Клод Леви-Строс - Первобытное мышление
Исключительные характеристики этой мысли, называемой нами дикой, а Контом квалифицируемой как спонтанная, особенно выпукло предстают в тех целях, которыми она задается. Она претендует на то, чтобы быть одновременно аналитической и синтетической, доходить до своего крайнего предела в одном и в другом направлении, будучи полностью в состоянии осуществлять посредничество между обоими полюсами. Конт очень хорошо отметил аналитическую ориентацию: "Суеверия, даже те, что сегодня нам кажутся наиболее абсурдными… изначально обладали прогрессивным философским характером, как обычно способствовавшим энергичной стимуляции и постоянному наблюдению феноменов, исследование которых в ту эпоху не могло непосредственно вызвать никакого устойчивого интереса" (ibid., р. 70).

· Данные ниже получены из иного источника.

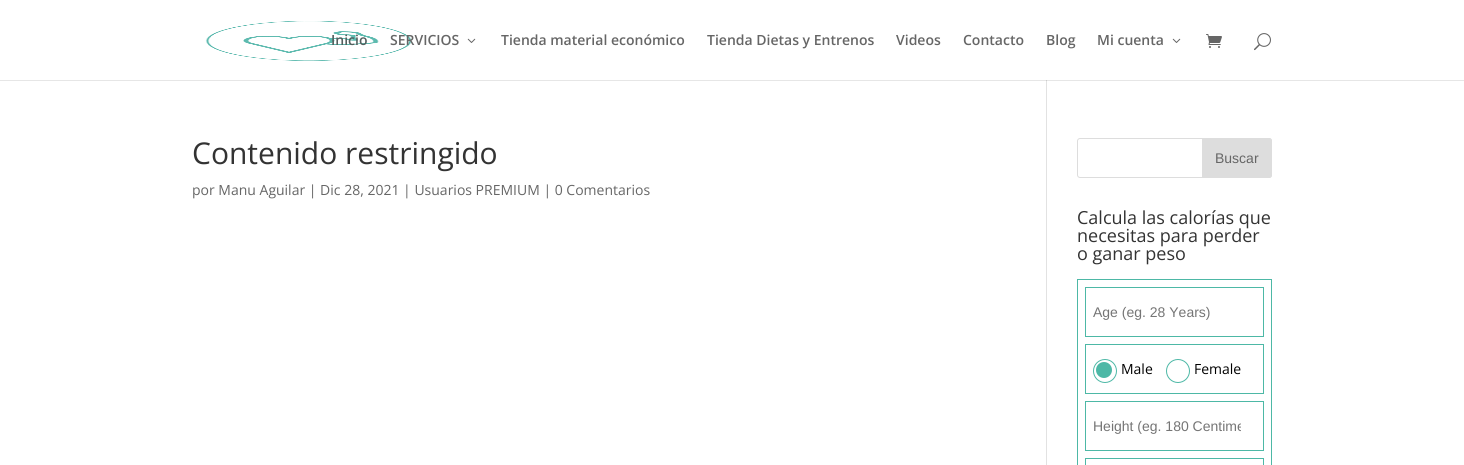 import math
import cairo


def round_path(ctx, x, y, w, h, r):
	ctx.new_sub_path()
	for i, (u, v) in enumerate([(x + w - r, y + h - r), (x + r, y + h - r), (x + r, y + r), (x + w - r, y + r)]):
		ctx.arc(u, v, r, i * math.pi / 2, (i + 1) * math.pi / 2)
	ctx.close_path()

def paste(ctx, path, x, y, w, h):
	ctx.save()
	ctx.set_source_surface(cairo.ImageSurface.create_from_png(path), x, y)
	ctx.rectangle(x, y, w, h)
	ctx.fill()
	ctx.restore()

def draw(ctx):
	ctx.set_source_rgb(1, 1, 1)
	ctx.paint()
	ctx.set_source_rgb(0.902, 0.902, 0.902)
	ctx.rectangle(0, 80, 1464, 1)
	ctx.fill()
	paste(ctx, 'media/1.png', 205, 21, 207, 40)
	ctx.select_font_face('Open Sans SemiBold')
	ctx.set_font_size(14)
	ctx.set_source_rgb(0.325, 0.369, 0.365)
	ctx.move_to(331, 45)
	ctx.show_text('Inicio')
	ctx.set_source_rgb(0.4, 0.4, 0.4)
	ctx.move_to(390, 45)
	ctx.show_text('SERVICIOS')
	paste(ctx, 'media/2.png', 467, 38, 9, 5)
	for x, y, s in [
		(501, 45, 'Tienda material económico'),
		(707, 45, 'Tienda Dietas y Entrenos'),
		(896, 45, 'Videos'),
		(963, 45, 'Contacto'),
		(1046, 45, 'Blog'),
		(1097, 45, 'Mi cuenta'),
	]:
		ctx.move_to(x, y)
		ctx.show_text(s)
	paste(ctx, 'media/2.png', 1172, 38, 9, 5)
	paste(ctx, 'media/3.png', 1206, 34, 16, 14)
	paste(ctx, 'media/4.png', 1254, 33, 17, 18)
	ctx.set_source_rgb(0.886, 0.886, 0.886)
	ctx.rectangle(1046, 80, 1, 385)
	ctx.fill()
	ctx.set_source_rgb(0.796, 0.796, 0.796)
	ctx.rectangle(1046, 80, 1, 1)
	ctx.fill()
	ctx.select_font_face('Open Sans')
	ctx.set_font_size(30)
	ctx.set_source_rgb(0.2, 0.2, 0.2)
	ctx.move_to(192, 164)
	ctx.show_text('Contenido restringido')
	ctx.set_font_size(14)
	ctx.set_source_rgb(0.4, 0.4, 0.4)
	ctx.move_to(192, 195)
	ctx.show_text('por Manu Aguilar | Dic 28, 2021 | Usuarios PREMIUM | 0 Comentarios')
	round_path(ctx, 1077.5, 138.5, 194, 39, 2.5)
	ctx.set_source_rgb(0.867, 0.867, 0.867)
	ctx.set_line_width(1)
	ctx.stroke()
	ctx.new_path()
	ctx.move_to(1202.5, 138.5)
	ctx.line_to(1269, 138.5)
	ctx.curve_to(1270.5, 138.5, 1271.5, 139.5, 1271.5, 141)
	ctx.line_to(1271.5, 175)
	ctx.curve_to(1271.5, 176.5, 1270.5, 177.5, 1269, 177.5)
	ctx.line_to(1202.5, 177.5)
	ctx.close_path()
	ctx.fill_preserve()
	ctx.stroke()
	ctx.select_font_face('Liberation Sans')
	ctx.set_source_rgb(0.4, 0.4, 0.4)
	ctx.move_to(1215, 163)
	ctx.show_text('Buscar')
	ctx.select_font_face('Open Sans')
	ctx.set_font_size(18)
	ctx.set_source_rgb(0.2, 0.2, 0.2)
	for x, y, s in [
		(1077, 224, 'Calcula las calorías que'),
		(1077, 242, 'necesitas para perder'),
		(1077, 260, 'o ganar peso'),
	]:
		ctx.move_to(x, y)
		ctx.show_text(s)
	ctx.rectangle(1077.5, 279.5, 194, 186)
	ctx.set_source_rgb(0.302, 0.722, 0.651)
	ctx.stroke()
	ctx.rectangle(1085.5, 287.5, 178, 49)
	ctx.stroke()
	ctx.select_font_face('Liberation Sans')
	ctx.set_font_size(14)
	ctx.set_source_rgb(0.459, 0.459, 0.459)
	ctx.move_to(1093, 317)
	ctx.show_text('Age (eg. 28 Years)')
	ctx.rectangle(1085.5, 344.5, 178, 49)
	ctx.set_source_rgb(0.302, 0.722, 0.651)
	ctx.stroke()
	ctx.arc(1105, 371, 11.5, 0, 2 * math.pi)
	ctx.stroke()
	ctx.arc(1104, 370, 8, 0, 2 * math.pi)
	ctx.fill()
	ctx.select_font_face('Open Sans')
	ctx.set_source_rgb(0, 0, 0)
	ctx.move_to(1121, 374)
	ctx.show_text('Male')
	ctx.new_path()
	ctx.arc(1178, 371, 11.5, 0, 2 * math.pi)
	ctx.set_source_rgb(0.302, 0.722, 0.651)
	ctx.stroke()
	ctx.set_source_rgb(0, 0, 0)
	ctx.move_to(1194, 374)
	ctx.show_text('Female')
	ctx.rectangle(1085.5, 401.5, 178, 49)
	ctx.set_source_rgb(0.302, 0.722, 0.651)
	ctx.stroke()
	ctx.save()
	ctx.rectangle(1093, 418, 148, 16)
	ctx.clip()
	ctx.select_font_face('Liberation Sans')
	ctx.set_source_rgb(0.459, 0.459, 0.459)
	ctx.move_to(1093, 431)
	ctx.show_text('Height (eg. 180 Centime')
	ctx.restore()
	ctx.rectangle(1085.5, 458.5, 178, 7)
	ctx.stroke()


surface = cairo.ImageSurface(cairo.FORMAT_RGB24, 1464, 465)
ctx = cairo.Context(surface)
options = cairo.FontOptions()
options.set_hint_metrics(cairo.HINT_METRICS_OFF)
options.set_hint_style(cairo.HINT_STYLE_NONE)
ctx.set_font_options(options)
ctx.set_miter_limit(4)
draw(ctx)
surface.write_to_png('image.png')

Ошибка в суждении, появляющаяся в последнем предложении, объясняет, почему Конт составил себе совершенно неверное представление о синтетическом аспекте: рабы "бесконечного разнообразия феноменов" и современные дикари, что, как считает он, подтверждает их "трезвое рассмотрение", пренебрегают какой бы то ни было "туманной символизацией" (р. 63). Однако "трезвое исследование современных дикарей", каковое и проводит этнография, отменяет по этим двум пунктам позитивистский предрассудок. Если дикая мысль определяется одновременно и поглощающим символическим устремлением, таким, что ничего подобного человечество уже никогда не испытывало, и скрупулезным вниманием, всецело обращенным на конкретное, наконец, имплицитным убеждением, что эти две установки не что иное, как одна, то не покоится ли как раз дикая мысль как с теоретической, так и с практической точки зрения на этом "неослабном интересе", силу которого Конт отрицает? Но когда человек наблюдает, экспериментирует и классифицирует и создает теорию, то он уже побуждается к этому отнюдь не произвольными суевериями и не капризами случайности, которой, как мы видели в начале данной работы, было бы наивным предназначать роль в открытии искусств цивилизации.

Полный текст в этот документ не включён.